▶ [EXERCISE DESCRIPTION] The records below are to be copied exactly, with their pictures left out.

▶ [RAW DATA]
= = = = = = =
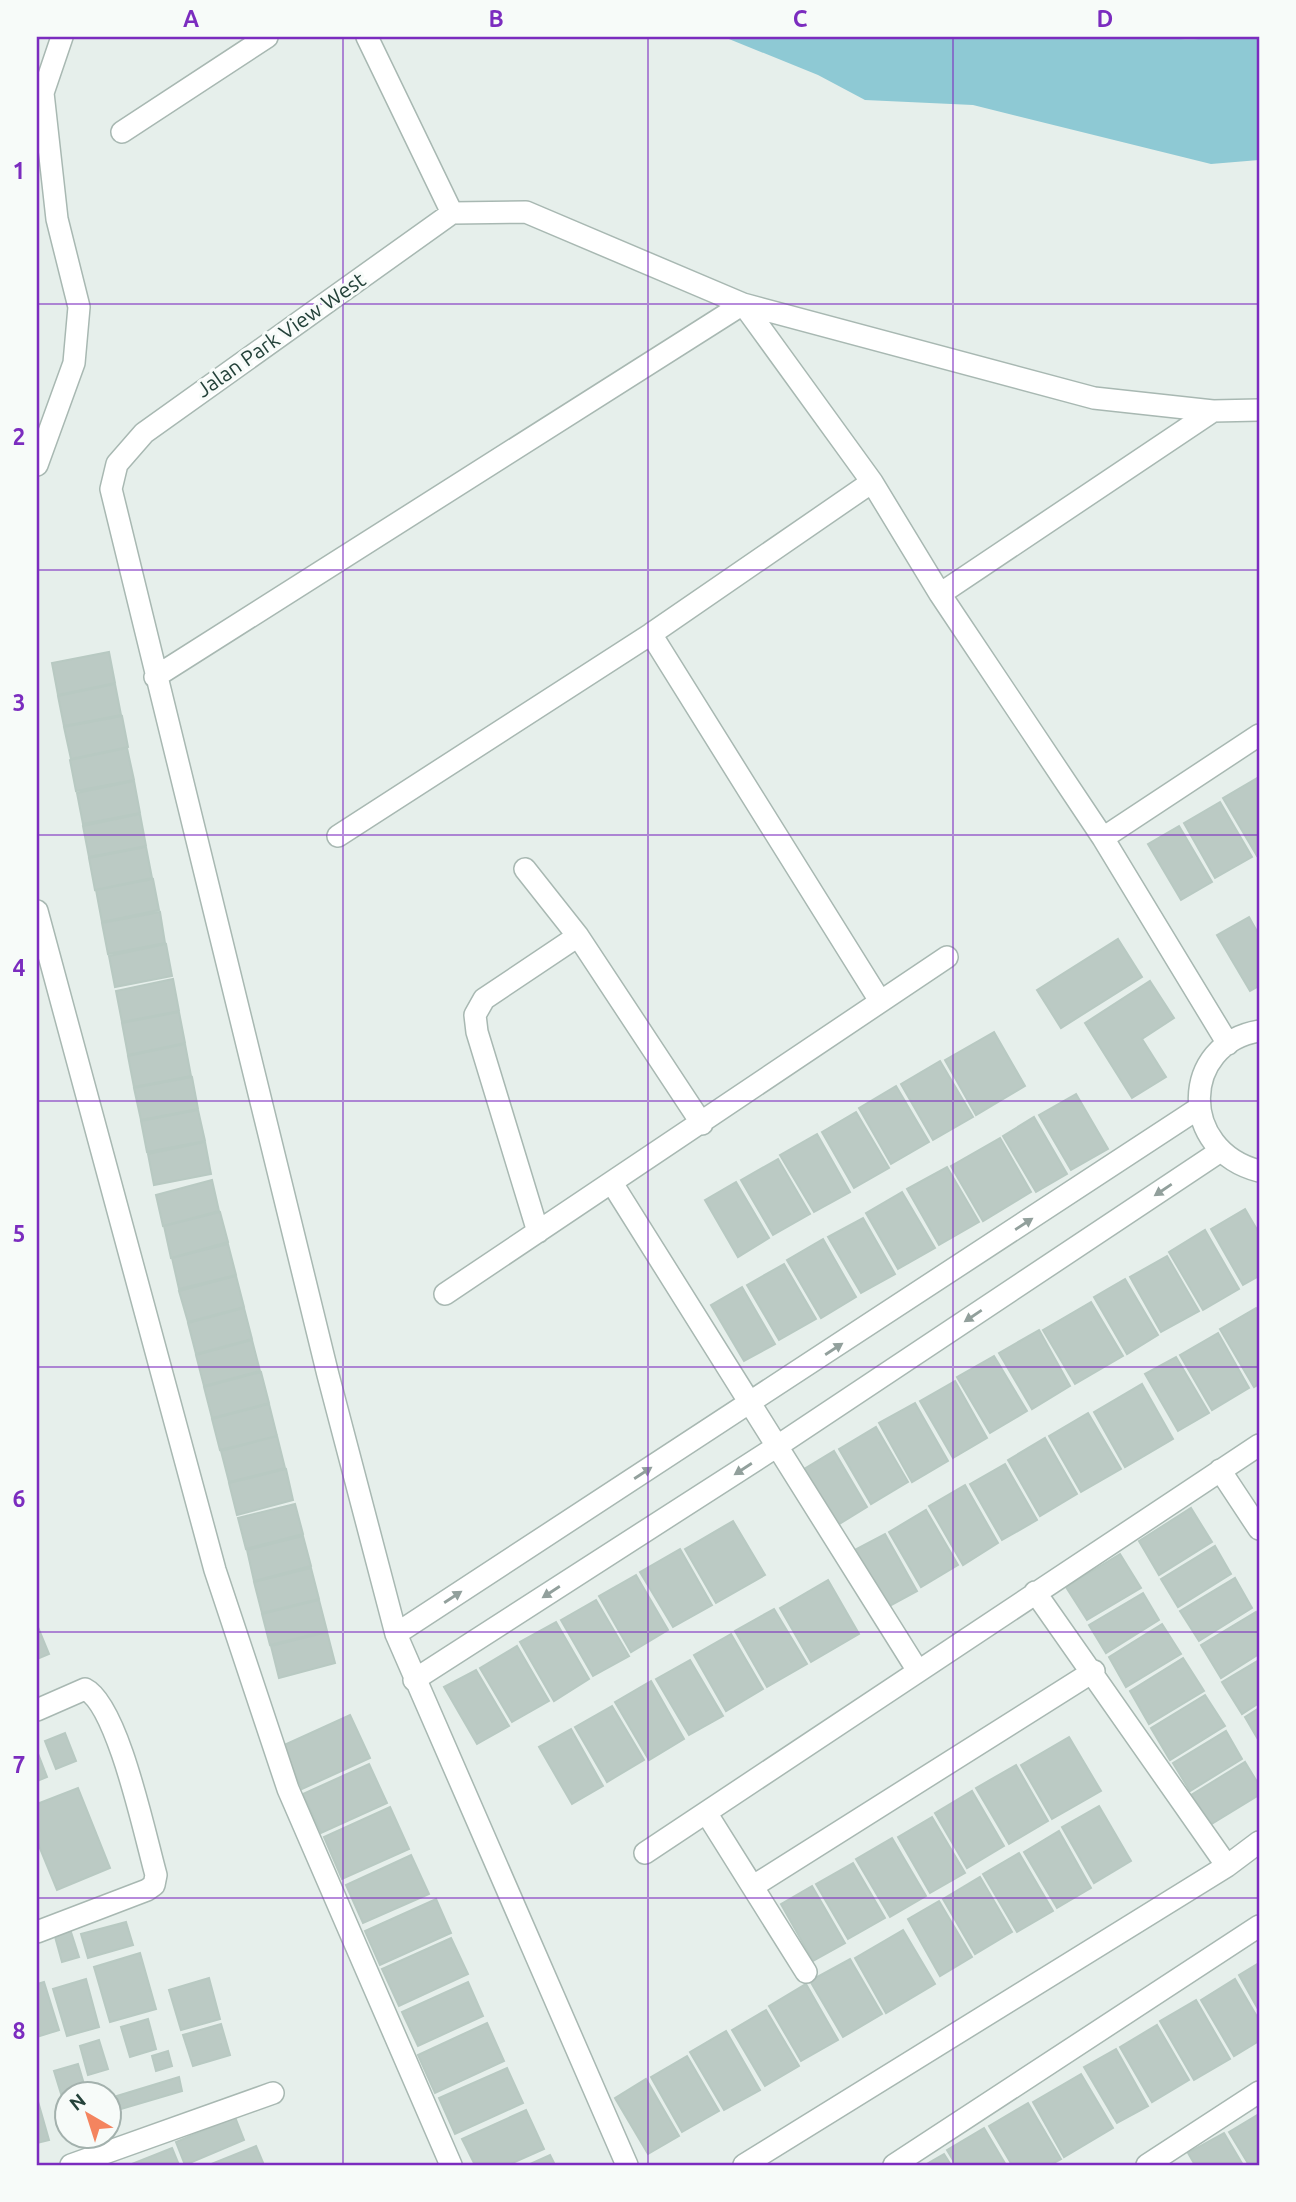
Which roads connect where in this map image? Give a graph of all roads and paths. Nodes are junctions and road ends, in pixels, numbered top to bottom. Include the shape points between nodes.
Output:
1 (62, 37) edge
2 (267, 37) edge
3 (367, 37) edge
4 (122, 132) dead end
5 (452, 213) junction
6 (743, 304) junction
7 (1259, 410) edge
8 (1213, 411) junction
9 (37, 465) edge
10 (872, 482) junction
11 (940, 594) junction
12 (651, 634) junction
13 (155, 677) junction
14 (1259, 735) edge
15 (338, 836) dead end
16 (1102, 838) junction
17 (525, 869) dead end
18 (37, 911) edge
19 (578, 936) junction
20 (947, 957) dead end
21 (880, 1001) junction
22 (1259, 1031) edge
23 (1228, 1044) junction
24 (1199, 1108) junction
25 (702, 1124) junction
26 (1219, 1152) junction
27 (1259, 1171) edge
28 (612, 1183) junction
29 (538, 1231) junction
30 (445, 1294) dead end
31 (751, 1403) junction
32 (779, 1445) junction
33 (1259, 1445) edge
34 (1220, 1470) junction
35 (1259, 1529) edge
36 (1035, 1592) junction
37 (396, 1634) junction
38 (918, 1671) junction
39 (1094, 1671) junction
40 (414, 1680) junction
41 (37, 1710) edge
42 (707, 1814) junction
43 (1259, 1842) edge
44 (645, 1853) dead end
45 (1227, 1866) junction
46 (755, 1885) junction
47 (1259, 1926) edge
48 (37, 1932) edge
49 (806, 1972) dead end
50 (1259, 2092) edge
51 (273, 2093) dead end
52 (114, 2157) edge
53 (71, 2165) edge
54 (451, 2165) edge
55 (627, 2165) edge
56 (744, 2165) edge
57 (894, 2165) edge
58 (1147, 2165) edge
= = = = = = =
▶ [RESULT OF THE EXERCISE]
Which roads connect where in this map image? Give a graph of all roads and paths. Nodes are junctions and road ends, in pixels, numbered top to bottom. Include the shape points between nodes.
Output:
1 (62, 37) edge
2 (267, 37) edge
3 (367, 37) edge
4 (122, 132) dead end
5 (452, 213) junction
6 (743, 304) junction
7 (1259, 410) edge
8 (1213, 411) junction
9 (37, 465) edge
10 (872, 482) junction
11 (940, 594) junction
12 (651, 634) junction
13 (155, 677) junction
14 (1259, 735) edge
15 (338, 836) dead end
16 (1102, 838) junction
17 (525, 869) dead end
18 (37, 911) edge
19 (578, 936) junction
20 (947, 957) dead end
21 (880, 1001) junction
22 (1259, 1031) edge
23 (1228, 1044) junction
24 (1199, 1108) junction
25 (702, 1124) junction
26 (1219, 1152) junction
27 (1259, 1171) edge
28 (612, 1183) junction
29 (538, 1231) junction
30 (445, 1294) dead end
31 (751, 1403) junction
32 (779, 1445) junction
33 (1259, 1445) edge
34 (1220, 1470) junction
35 (1259, 1529) edge
36 (1035, 1592) junction
37 (396, 1634) junction
38 (918, 1671) junction
39 (1094, 1671) junction
40 (414, 1680) junction
41 (37, 1710) edge
42 (707, 1814) junction
43 (1259, 1842) edge
44 (645, 1853) dead end
45 (1227, 1866) junction
46 (755, 1885) junction
47 (1259, 1926) edge
48 (37, 1932) edge
49 (806, 1972) dead end
50 (1259, 2092) edge
51 (273, 2093) dead end
52 (114, 2157) edge
53 (71, 2165) edge
54 (451, 2165) edge
55 (627, 2165) edge
56 (744, 2165) edge
57 (894, 2165) edge
58 (1147, 2165) edge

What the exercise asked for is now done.